__PROBLEM TO WORK ON__. The records that follow are to be repeated in full, with no pictures retained.
——————
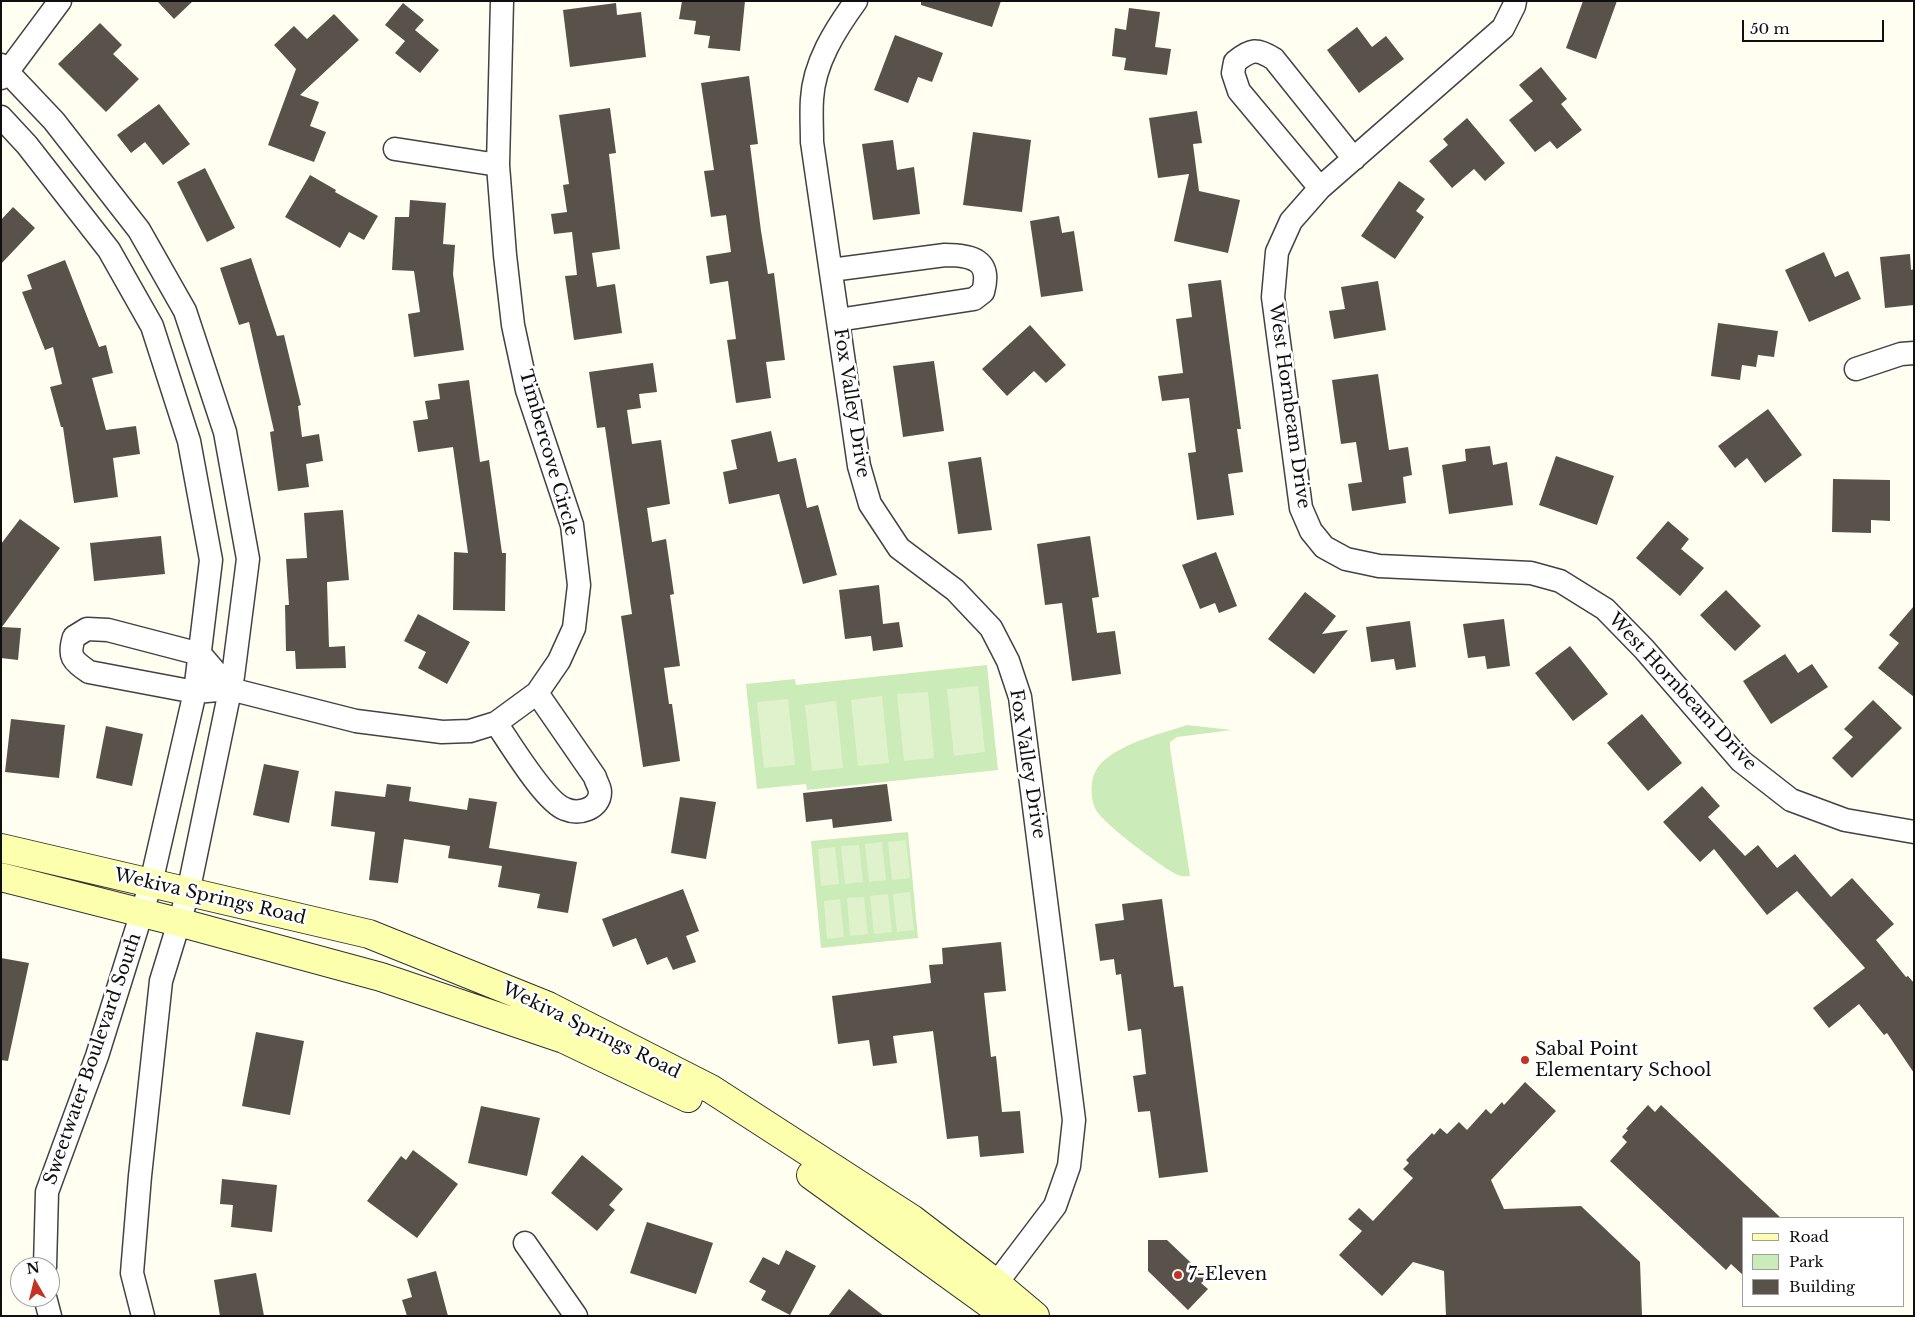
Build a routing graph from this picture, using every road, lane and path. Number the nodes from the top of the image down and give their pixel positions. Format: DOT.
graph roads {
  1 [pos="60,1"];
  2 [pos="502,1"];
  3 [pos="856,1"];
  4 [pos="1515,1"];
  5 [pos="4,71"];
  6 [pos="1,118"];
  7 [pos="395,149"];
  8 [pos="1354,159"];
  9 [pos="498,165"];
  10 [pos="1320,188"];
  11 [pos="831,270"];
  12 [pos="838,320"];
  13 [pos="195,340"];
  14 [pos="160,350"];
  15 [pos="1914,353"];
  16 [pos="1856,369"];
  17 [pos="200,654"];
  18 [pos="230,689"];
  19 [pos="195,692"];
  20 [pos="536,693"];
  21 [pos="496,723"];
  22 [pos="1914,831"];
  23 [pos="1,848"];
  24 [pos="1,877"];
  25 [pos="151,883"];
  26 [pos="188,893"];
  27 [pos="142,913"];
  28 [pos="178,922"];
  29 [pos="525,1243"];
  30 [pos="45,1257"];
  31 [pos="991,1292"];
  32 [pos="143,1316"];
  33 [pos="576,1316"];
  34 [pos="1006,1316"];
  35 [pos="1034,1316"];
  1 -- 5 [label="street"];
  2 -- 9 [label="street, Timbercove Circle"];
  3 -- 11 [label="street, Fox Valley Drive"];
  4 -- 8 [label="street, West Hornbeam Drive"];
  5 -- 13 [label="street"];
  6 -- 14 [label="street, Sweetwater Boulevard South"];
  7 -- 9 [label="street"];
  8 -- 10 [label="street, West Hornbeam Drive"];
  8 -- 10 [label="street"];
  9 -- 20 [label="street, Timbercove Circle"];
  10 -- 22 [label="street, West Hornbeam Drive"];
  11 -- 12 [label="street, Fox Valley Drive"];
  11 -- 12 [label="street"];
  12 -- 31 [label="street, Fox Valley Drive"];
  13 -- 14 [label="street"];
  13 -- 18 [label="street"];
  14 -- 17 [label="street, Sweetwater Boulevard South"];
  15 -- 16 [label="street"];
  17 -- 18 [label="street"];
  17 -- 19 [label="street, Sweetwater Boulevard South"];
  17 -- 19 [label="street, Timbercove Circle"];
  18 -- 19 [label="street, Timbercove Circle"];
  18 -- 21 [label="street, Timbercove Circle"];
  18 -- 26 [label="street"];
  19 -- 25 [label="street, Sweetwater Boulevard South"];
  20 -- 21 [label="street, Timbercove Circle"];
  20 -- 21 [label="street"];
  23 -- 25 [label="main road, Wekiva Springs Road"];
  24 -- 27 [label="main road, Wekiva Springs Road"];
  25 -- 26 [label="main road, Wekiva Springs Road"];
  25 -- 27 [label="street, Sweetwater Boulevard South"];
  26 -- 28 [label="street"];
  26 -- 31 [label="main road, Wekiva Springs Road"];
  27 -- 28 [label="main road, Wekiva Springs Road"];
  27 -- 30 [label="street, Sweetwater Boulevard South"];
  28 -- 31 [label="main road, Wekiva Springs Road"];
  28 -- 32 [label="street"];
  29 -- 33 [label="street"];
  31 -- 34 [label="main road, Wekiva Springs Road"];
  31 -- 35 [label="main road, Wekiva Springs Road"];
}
——————
__COMPLETED TASK__.
Build a routing graph from this picture, using every road, lane and path. Number the nodes from the top of the image down and give their pixel positions. Format: DOT.
graph roads {
  1 [pos="60,1"];
  2 [pos="502,1"];
  3 [pos="856,1"];
  4 [pos="1515,1"];
  5 [pos="4,71"];
  6 [pos="1,118"];
  7 [pos="395,149"];
  8 [pos="1354,159"];
  9 [pos="498,165"];
  10 [pos="1320,188"];
  11 [pos="831,270"];
  12 [pos="838,320"];
  13 [pos="195,340"];
  14 [pos="160,350"];
  15 [pos="1914,353"];
  16 [pos="1856,369"];
  17 [pos="200,654"];
  18 [pos="230,689"];
  19 [pos="195,692"];
  20 [pos="536,693"];
  21 [pos="496,723"];
  22 [pos="1914,831"];
  23 [pos="1,848"];
  24 [pos="1,877"];
  25 [pos="151,883"];
  26 [pos="188,893"];
  27 [pos="142,913"];
  28 [pos="178,922"];
  29 [pos="525,1243"];
  30 [pos="45,1257"];
  31 [pos="991,1292"];
  32 [pos="143,1316"];
  33 [pos="576,1316"];
  34 [pos="1006,1316"];
  35 [pos="1034,1316"];
  1 -- 5 [label="street"];
  2 -- 9 [label="street, Timbercove Circle"];
  3 -- 11 [label="street, Fox Valley Drive"];
  4 -- 8 [label="street, West Hornbeam Drive"];
  5 -- 13 [label="street"];
  6 -- 14 [label="street, Sweetwater Boulevard South"];
  7 -- 9 [label="street"];
  8 -- 10 [label="street, West Hornbeam Drive"];
  8 -- 10 [label="street"];
  9 -- 20 [label="street, Timbercove Circle"];
  10 -- 22 [label="street, West Hornbeam Drive"];
  11 -- 12 [label="street, Fox Valley Drive"];
  11 -- 12 [label="street"];
  12 -- 31 [label="street, Fox Valley Drive"];
  13 -- 14 [label="street"];
  13 -- 18 [label="street"];
  14 -- 17 [label="street, Sweetwater Boulevard South"];
  15 -- 16 [label="street"];
  17 -- 18 [label="street"];
  17 -- 19 [label="street, Sweetwater Boulevard South"];
  17 -- 19 [label="street, Timbercove Circle"];
  18 -- 19 [label="street, Timbercove Circle"];
  18 -- 21 [label="street, Timbercove Circle"];
  18 -- 26 [label="street"];
  19 -- 25 [label="street, Sweetwater Boulevard South"];
  20 -- 21 [label="street, Timbercove Circle"];
  20 -- 21 [label="street"];
  23 -- 25 [label="main road, Wekiva Springs Road"];
  24 -- 27 [label="main road, Wekiva Springs Road"];
  25 -- 26 [label="main road, Wekiva Springs Road"];
  25 -- 27 [label="street, Sweetwater Boulevard South"];
  26 -- 28 [label="street"];
  26 -- 31 [label="main road, Wekiva Springs Road"];
  27 -- 28 [label="main road, Wekiva Springs Road"];
  27 -- 30 [label="street, Sweetwater Boulevard South"];
  28 -- 31 [label="main road, Wekiva Springs Road"];
  28 -- 32 [label="street"];
  29 -- 33 [label="street"];
  31 -- 34 [label="main road, Wekiva Springs Road"];
  31 -- 35 [label="main road, Wekiva Springs Road"];
}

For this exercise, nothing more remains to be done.